Talk:Exponential family

From Wikipedia, the free encyclopedia

This article is within the scope of WikiProject Statistics, which collaborates to improve Wikipedia's coverage of statistics. If you would like to participate, please visit the project page.

WikiProject Mathematics
This article is within the scope of WikiProject Mathematics, which collaborates on articles related to mathematics.
Mathematics rating: Start Class Mid Priority  Field: Probability and statistics

Contents

[edit] Must H be a pdf

Question: must the reference distribution H be a probability distribution, or will a positive measure do? Note that the normalization condition applies to F, not to H. I am thinking of cases where the reference "distribution" is Lebesgue measure (to wit: the Normal distribution) or counting measure. — Miguel 11:08, 2005 Apr 16 (UTC)

Certainly it is Lebesgue measure in some cases. And counting measure on positive integers -- clearly not assigning finite measure to the whole space -- in some cases. Which causes me to notice that this article is woefully deficient in examples. I'll be back.... Michael Hardy 20:36, 16 Apr 2005 (UTC)

[edit] Article reversion

Would you mind explaining the reversion of my edits on the article on the Exponential family? — Miguel 07:14, 2005 Apr 18 (UTC)

It said:

A is important in its own right, as it the cumulant-generating function of the probability distribution of the sufficient statistic T(X) when the distribution of X is H.

You changed it to:

A is important in its own right, as it is the cumulant-generating function of the probability distribution of the sufficient statistic T(X).

The edit consisted of deleting the words "when the distribution of X is H. The statement doesn't make sense without those words. A cumulant-generating function is always a cumulant-generating function of some particular probability distribution.

Well, actually the derivatives of A(η) evaluated at &eta instead of at zero give you the cumulants of dF(x|η), which is what I meant. The cumulants of dH are actually irrelevant to dF, what is interesting is that the cumulants of the entire family of exponential distributions with the same dH and T are encoded in A. Miguel 09:34, 2005 Apr 19 (UTC)

I see now that you also changed some other things. I haven't looked at those closely, but I now see that you changed "cdf" to "Lebesgue-Stieltjes integrator". I don't think that change makes sense either. That it is the Lebesgue-Stieltjes integrator is true, but the fact that it is the cdf is more to the point in this context. Michael Hardy 21:59, 18 Apr 2005 (UTC)
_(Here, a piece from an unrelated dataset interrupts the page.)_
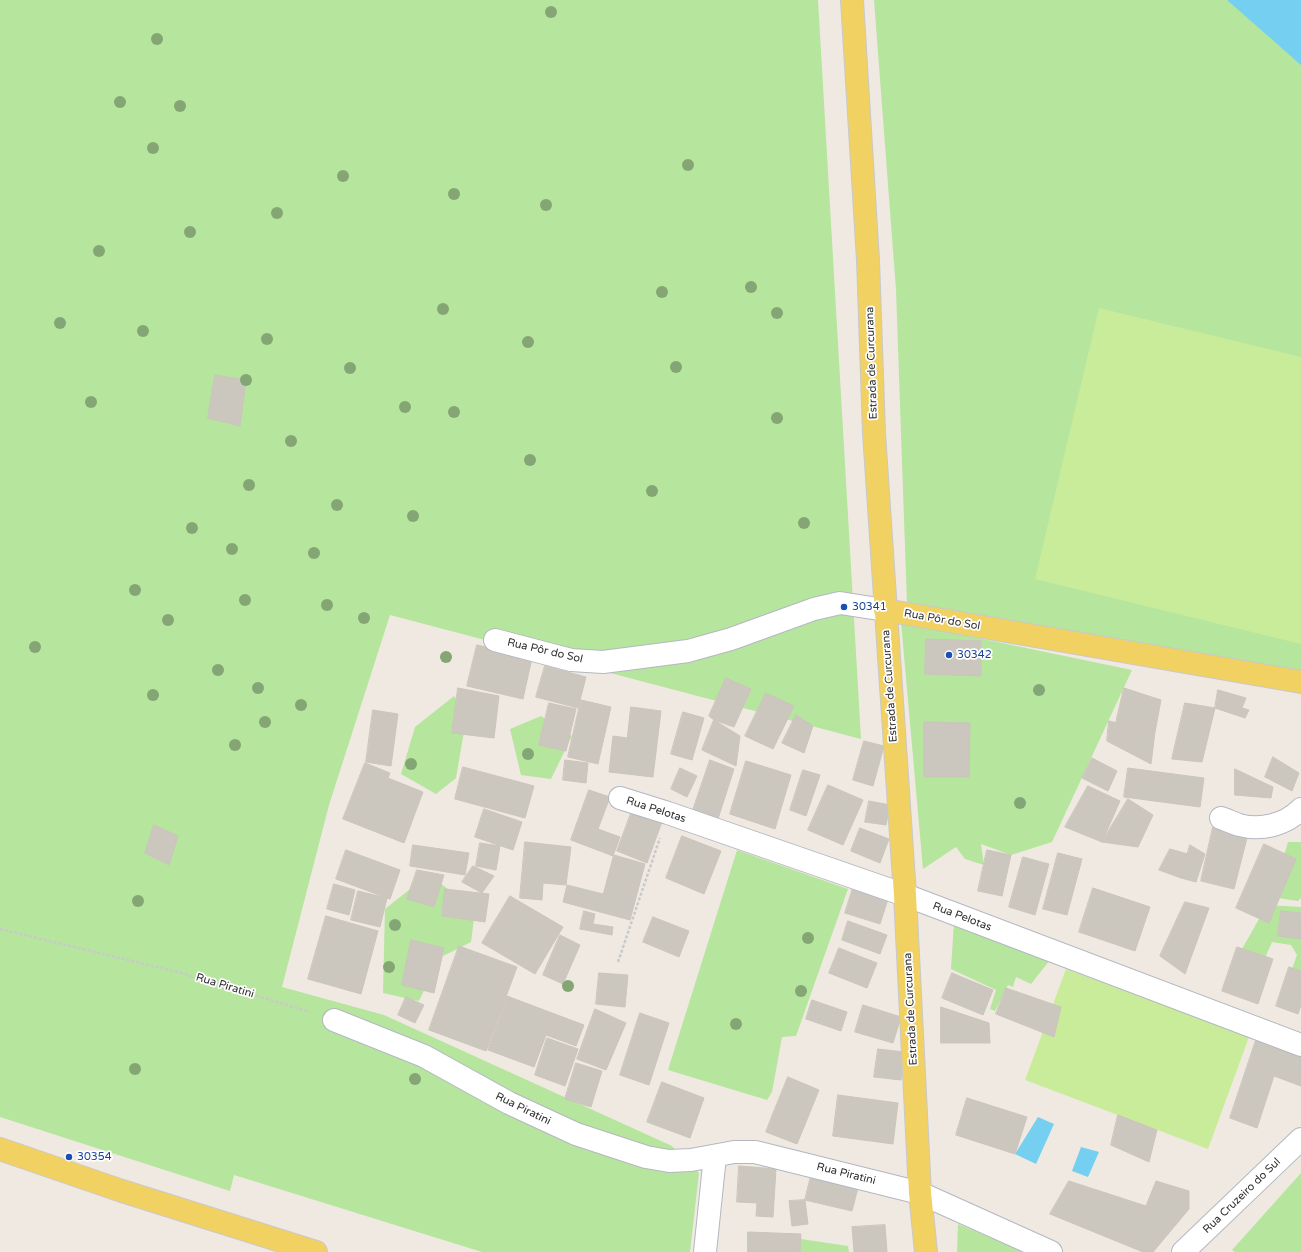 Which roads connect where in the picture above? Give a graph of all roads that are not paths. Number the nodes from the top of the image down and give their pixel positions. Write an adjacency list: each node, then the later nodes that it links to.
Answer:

Except that, as you agree above, dH need not be a probability distribution, and hence it need not have a cdf. It is a positive measure, and dH is the integrated measure. I have never seen x on the whole real line called a cdf. It is fine if you want to call it a cdf, but then you'll have to explain somewhere else that the corresponding probability distribution may be "non-normalizable", and that will raise some eyebrows (not mine, though).
You also reverted a lot of valid content about the relationship between the exponential family and information entropy, as well as a reorganization of the existing information into sections, plus placeholders for discussing estimation and testing. The two edits that so bothered you were the last of a long series spanning two days. You could have been a little more careful. The appropriate thing would have been to discuss these things on this page. Miguel 09:34, 2005 Apr 19 (UTC)

[edit] Disputed

The current revision says that the Weibull distributions do not form an exponential family. This seems to ignore non-canonical exponential families (where the natural parameter may be transformed by another function). What am I missing? --MarkSweep (call me collect) 23:28, 14 November 2005 (UTC)

I may have lifted that from another source without checking the pdf. This is not open to interpretation. Either the Weibull distribution is exponential or it isn't according to the definition. Transforming the natural parameter is not the issue: the normal distribution's natural parameters are not the mean and variance. Miguel 09:31, 15 November 2005 (UTC)

AFAIK, it's not an exponential family according to the definition given in this article. So I guess I put the {{dubious}} tag in the wrong place. What I was trying to point out is that there is a more general definition of exponential family in common use, see e.g. [1]. The difference between these definition becomes apparent when one considers the Weibull distribution: it's not an exponential family according to the definition used here, but it is according to the more general definition (unless I'm missing something). --MarkSweep (call me collect) 19:49, 15 November 2005 (UTC)

If you "transform" the natural parameter, you're using a different parametrization of the family of probability distributions involved, but you're not looking at a different family of probability distributions. Is that what you're talking about? Michael Hardy 22:46, 15 November 2005 (UTC)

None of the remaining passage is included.